▸ **EXERCISE PROMPT**:
Every record should be restated exactly, with no images included.

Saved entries
--- --- ---
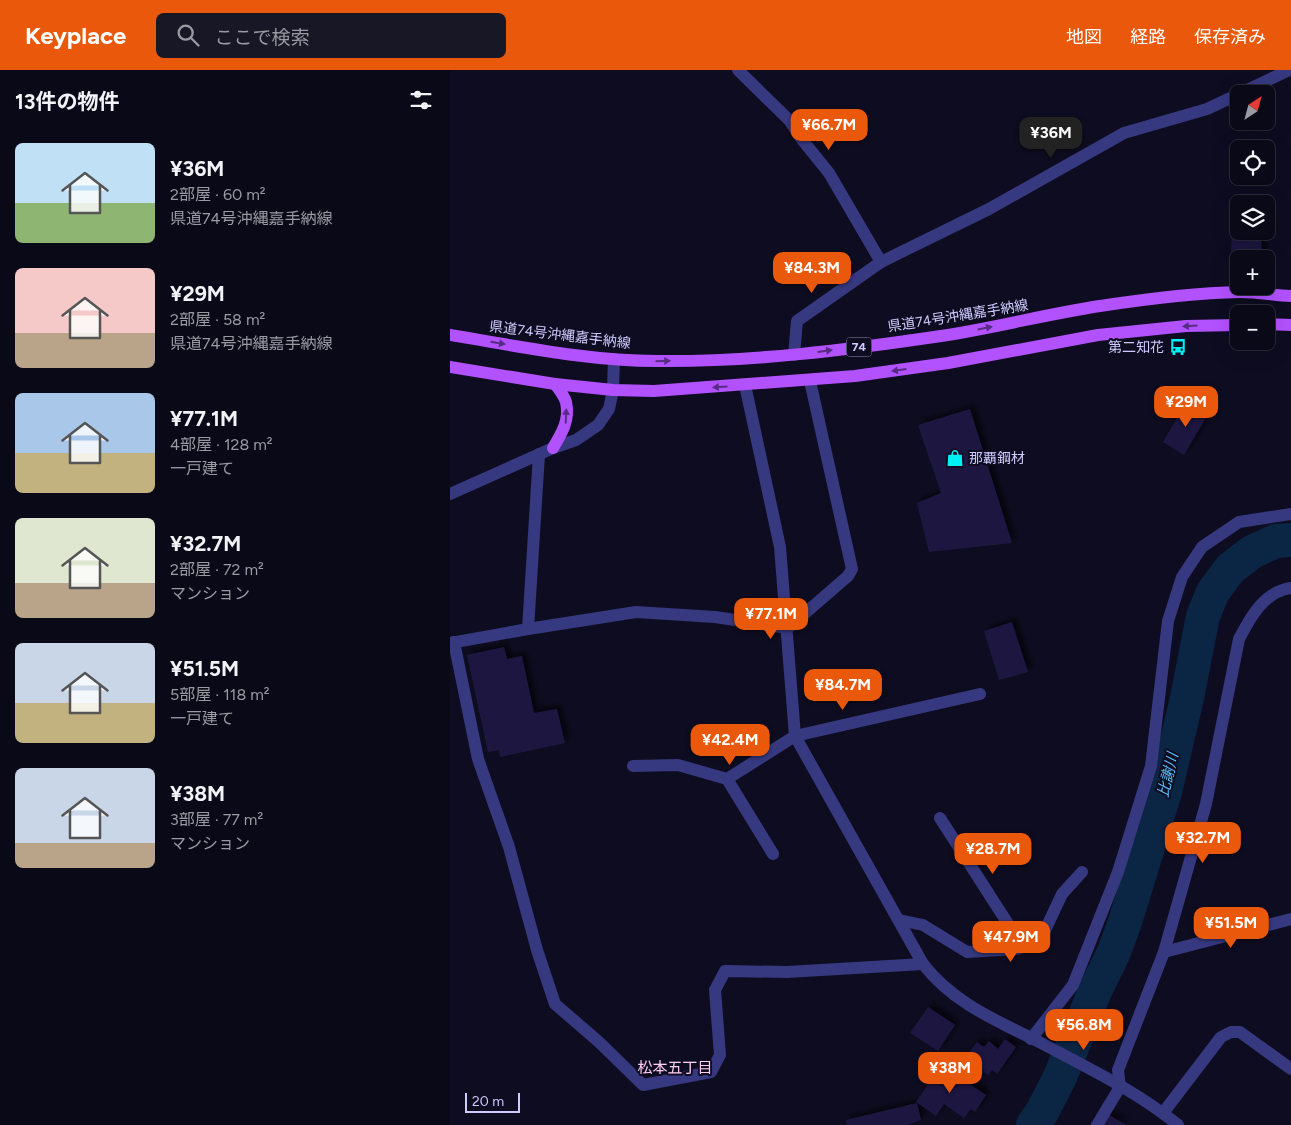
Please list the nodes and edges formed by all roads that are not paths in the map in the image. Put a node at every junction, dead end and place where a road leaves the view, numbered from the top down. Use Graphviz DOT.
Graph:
graph roads {
  1 [pos="738,70"];
  2 [pos="1289,70"];
  3 [pos="1258,85"];
  4 [pos="1230,98"];
  5 [pos="881,262"];
  6 [pos="1291,296"];
  7 [pos="1275,324"];
  8 [pos="1230,325"];
  9 [pos="1291,325"];
  10 [pos="450,336"];
  11 [pos="794,356"];
  12 [pos="614,359"];
  13 [pos="450,367"];
  14 [pos="810,380"];
  15 [pos="555,384"];
  16 [pos="746,385"];
  17 [pos="613,390"];
  18 [pos="553,448"];
  19 [pos="539,454"];
  20 [pos="450,494"];
  21 [pos="1291,514"];
  22 [pos="1291,588"];
  23 [pos="788,628"];
  24 [pos="528,629"];
  25 [pos="452,642"];
  26 [pos="980,694"];
  27 [pos="796,736"];
  28 [pos="633,766"];
  29 [pos="727,779"];
  30 [pos="940,818"];
  31 [pos="773,854"];
  32 [pos="1082,872"];
  33 [pos="1291,919"];
  34 [pos="898,920"];
  35 [pos="1023,947"];
  36 [pos="1164,952"];
  37 [pos="923,964"];
  38 [pos="1036,1041"];
  39 [pos="1289,1064"];
  40 [pos="1116,1085"];
  41 [pos="1163,1113"];
  42 [pos="1097,1125"];
  43 [pos="1178,1125"];
  1 -- 5 [label="street"];
  2 -- 3 [label="street"];
  4 -- 5 [label="street"];
  5 -- 11 [label="street"];
  11 -- 6 [label="main road, 県道74号沖縄嘉手納線 / 74, one-way"];
  7 -- 9 [label="main road"];
  8 -- 14 [label="main road, 74, one-way"];
  10 -- 12 [label="main road, 県道74号沖縄嘉手納線 / 74, one-way"];
  12 -- 11 [label="main road, 県道74号沖縄嘉手納線 / 74, one-way"];
  12 -- 17 [label="street"];
  13 -- 15 [label="main road, 74"];
  14 -- 16 [label="main road, 74"];
  14 -- 23 [label="street"];
  15 -- 17 [label="main road, 74"];
  18 -- 15 [label="main road, one-way"];
  16 -- 17 [label="main road, 74, one-way"];
  16 -- 23 [label="street"];
  17 -- 18 [label="street"];
  18 -- 19 [label="street"];
  19 -- 20 [label="street"];
  19 -- 24 [label="street"];
  21 -- 38 [label="street"];
  22 -- 36 [label="street"];
  23 -- 24 [label="street"];
  23 -- 27 [label="street"];
  24 -- 25 [label="street"];
  25 -- 37 [label="street"];
  26 -- 27 [label="street"];
  27 -- 29 [label="street"];
  27 -- 34 [label="street"];
  28 -- 29 [label="street"];
  29 -- 31 [label="street"];
  30 -- 35 [label="street"];
  32 -- 35 [label="street"];
  33 -- 36 [label="street"];
  34 -- 35 [label="street"];
  34 -- 37 [label="street"];
  36 -- 40 [label="street"];
  37 -- 38 [label="street"];
  38 -- 40 [label="street"];
  39 -- 41 [label="street"];
  40 -- 41 [label="street"];
  40 -- 42 [label="street"];
  41 -- 43 [label="street"];
}
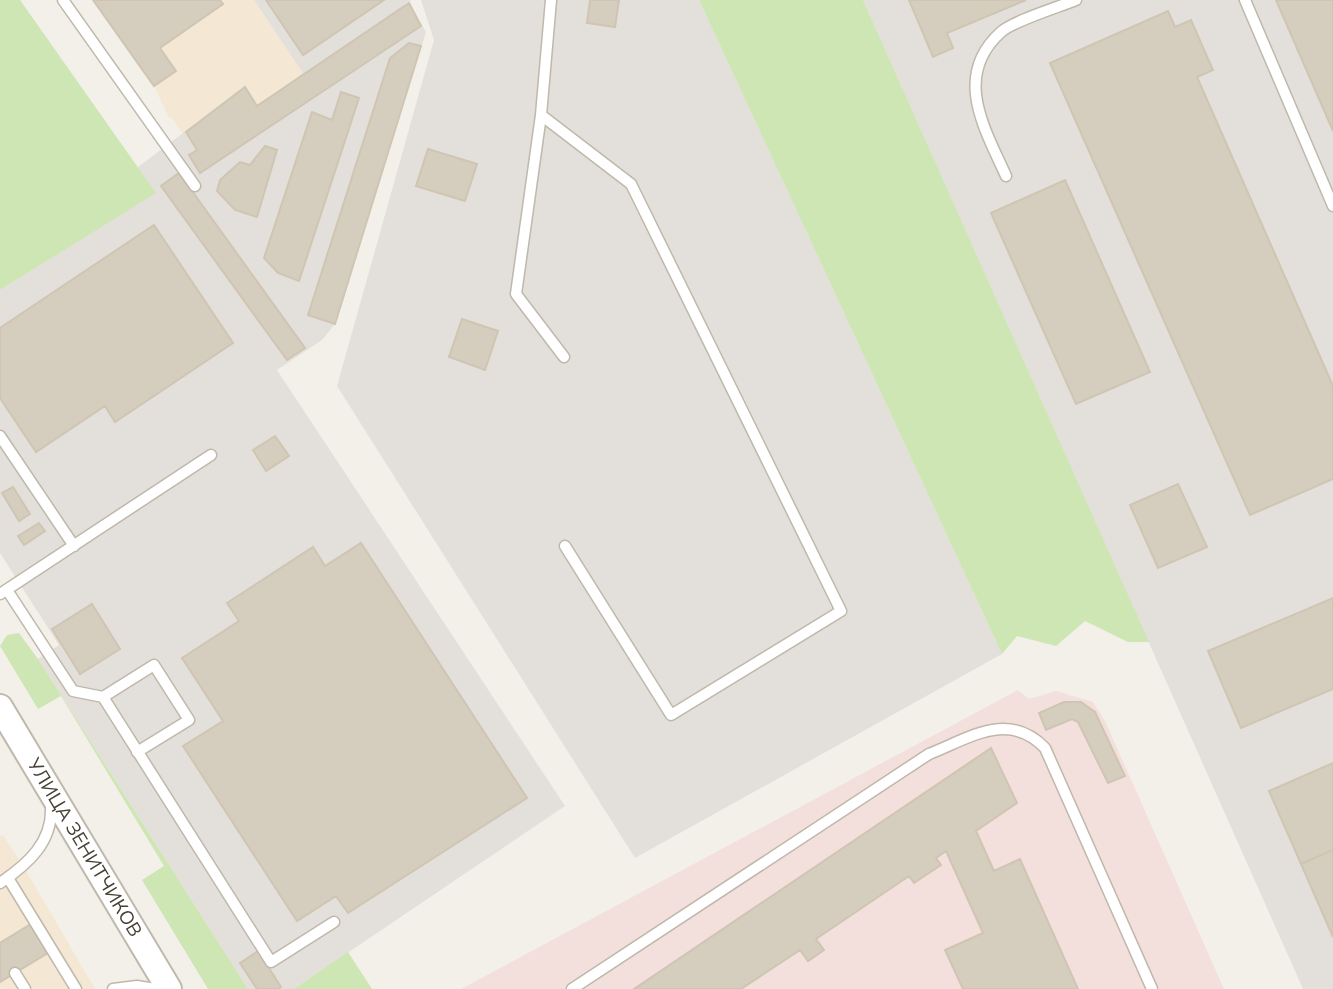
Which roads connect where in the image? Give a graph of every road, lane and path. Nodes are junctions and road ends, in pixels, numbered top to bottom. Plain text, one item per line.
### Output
1 (63, 0) edge
2 (551, 0) edge
3 (1076, 0) edge
4 (1245, 0) edge
5 (541, 115) junction
6 (1006, 176) dead end
7 (195, 186) dead end
8 (1333, 205) edge
9 (564, 357) dead end
10 (0, 436) edge
11 (211, 455) dead end
12 (74, 546) junction
13 (565, 546) dead end
14 (4, 592) edge
15 (103, 697) junction
16 (0, 707) edge
17 (137, 752) junction
18 (50, 791) junction
19 (4, 880) edge
20 (334, 922) dead end
21 (15, 973) dead end
22 (25, 989) edge
23 (76, 989) edge
24 (113, 989) edge
25 (155, 989) edge
26 (169, 989) edge
27 (572, 989) edge
28 (1152, 989) edge

1 - 7 lane
2 - 5 lane
3 - 6 lane
4 - 8 lane
5 - 9 lane
5 - 13 lane
10 - 12 lane
11 - 12 lane
12 - 14 lane
14 - 15 lane
15 - 17 lane
15 - 17 lane
16 - 18 street, УЛИЦА ЗЕНИТЧИКОВ
17 - 20 lane
18 - 19 lane
18 - 26 street, УЛИЦА ЗЕНИТЧИКОВ
19 - 23 lane
21 - 22 lane
24 - 25 lane
27 - 28 lane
--- --- ---
▸ **EXERCISE OUTPUT**:
Please list the nodes and edges formed by all roads that are not paths in the map in the image. Put a node at every junction, dead end and place where a road leaves the view, numbered from the top down. Use Graphviz DOT.
Graph:
graph roads {
  1 [pos="738,70"];
  2 [pos="1289,70"];
  3 [pos="1258,85"];
  4 [pos="1230,98"];
  5 [pos="881,262"];
  6 [pos="1291,296"];
  7 [pos="1275,324"];
  8 [pos="1230,325"];
  9 [pos="1291,325"];
  10 [pos="450,336"];
  11 [pos="794,356"];
  12 [pos="614,359"];
  13 [pos="450,367"];
  14 [pos="810,380"];
  15 [pos="555,384"];
  16 [pos="746,385"];
  17 [pos="613,390"];
  18 [pos="553,448"];
  19 [pos="539,454"];
  20 [pos="450,494"];
  21 [pos="1291,514"];
  22 [pos="1291,588"];
  23 [pos="788,628"];
  24 [pos="528,629"];
  25 [pos="452,642"];
  26 [pos="980,694"];
  27 [pos="796,736"];
  28 [pos="633,766"];
  29 [pos="727,779"];
  30 [pos="940,818"];
  31 [pos="773,854"];
  32 [pos="1082,872"];
  33 [pos="1291,919"];
  34 [pos="898,920"];
  35 [pos="1023,947"];
  36 [pos="1164,952"];
  37 [pos="923,964"];
  38 [pos="1036,1041"];
  39 [pos="1289,1064"];
  40 [pos="1116,1085"];
  41 [pos="1163,1113"];
  42 [pos="1097,1125"];
  43 [pos="1178,1125"];
  1 -- 5 [label="street"];
  2 -- 3 [label="street"];
  4 -- 5 [label="street"];
  5 -- 11 [label="street"];
  11 -- 6 [label="main road, 県道74号沖縄嘉手納線 / 74, one-way"];
  7 -- 9 [label="main road"];
  8 -- 14 [label="main road, 74, one-way"];
  10 -- 12 [label="main road, 県道74号沖縄嘉手納線 / 74, one-way"];
  12 -- 11 [label="main road, 県道74号沖縄嘉手納線 / 74, one-way"];
  12 -- 17 [label="street"];
  13 -- 15 [label="main road, 74"];
  14 -- 16 [label="main road, 74"];
  14 -- 23 [label="street"];
  15 -- 17 [label="main road, 74"];
  18 -- 15 [label="main road, one-way"];
  16 -- 17 [label="main road, 74, one-way"];
  16 -- 23 [label="street"];
  17 -- 18 [label="street"];
  18 -- 19 [label="street"];
  19 -- 20 [label="street"];
  19 -- 24 [label="street"];
  21 -- 38 [label="street"];
  22 -- 36 [label="street"];
  23 -- 24 [label="street"];
  23 -- 27 [label="street"];
  24 -- 25 [label="street"];
  25 -- 37 [label="street"];
  26 -- 27 [label="street"];
  27 -- 29 [label="street"];
  27 -- 34 [label="street"];
  28 -- 29 [label="street"];
  29 -- 31 [label="street"];
  30 -- 35 [label="street"];
  32 -- 35 [label="street"];
  33 -- 36 [label="street"];
  34 -- 35 [label="street"];
  34 -- 37 [label="street"];
  36 -- 40 [label="street"];
  37 -- 38 [label="street"];
  38 -- 40 [label="street"];
  39 -- 41 [label="street"];
  40 -- 41 [label="street"];
  40 -- 42 [label="street"];
  41 -- 43 [label="street"];
}
Which roads connect where in the image? Give a graph of every road, lane and path. Nodes are junctions and road ends, in pixels, numbered top to bottom. Plain text, one item per line.
### Output
1 (63, 0) edge
2 (551, 0) edge
3 (1076, 0) edge
4 (1245, 0) edge
5 (541, 115) junction
6 (1006, 176) dead end
7 (195, 186) dead end
8 (1333, 205) edge
9 (564, 357) dead end
10 (0, 436) edge
11 (211, 455) dead end
12 (74, 546) junction
13 (565, 546) dead end
14 (4, 592) edge
15 (103, 697) junction
16 (0, 707) edge
17 (137, 752) junction
18 (50, 791) junction
19 (4, 880) edge
20 (334, 922) dead end
21 (15, 973) dead end
22 (25, 989) edge
23 (76, 989) edge
24 (113, 989) edge
25 (155, 989) edge
26 (169, 989) edge
27 (572, 989) edge
28 (1152, 989) edge

1 - 7 lane
2 - 5 lane
3 - 6 lane
4 - 8 lane
5 - 9 lane
5 - 13 lane
10 - 12 lane
11 - 12 lane
12 - 14 lane
14 - 15 lane
15 - 17 lane
15 - 17 lane
16 - 18 street, УЛИЦА ЗЕНИТЧИКОВ
17 - 20 lane
18 - 19 lane
18 - 26 street, УЛИЦА ЗЕНИТЧИКОВ
19 - 23 lane
21 - 22 lane
24 - 25 lane
27 - 28 lane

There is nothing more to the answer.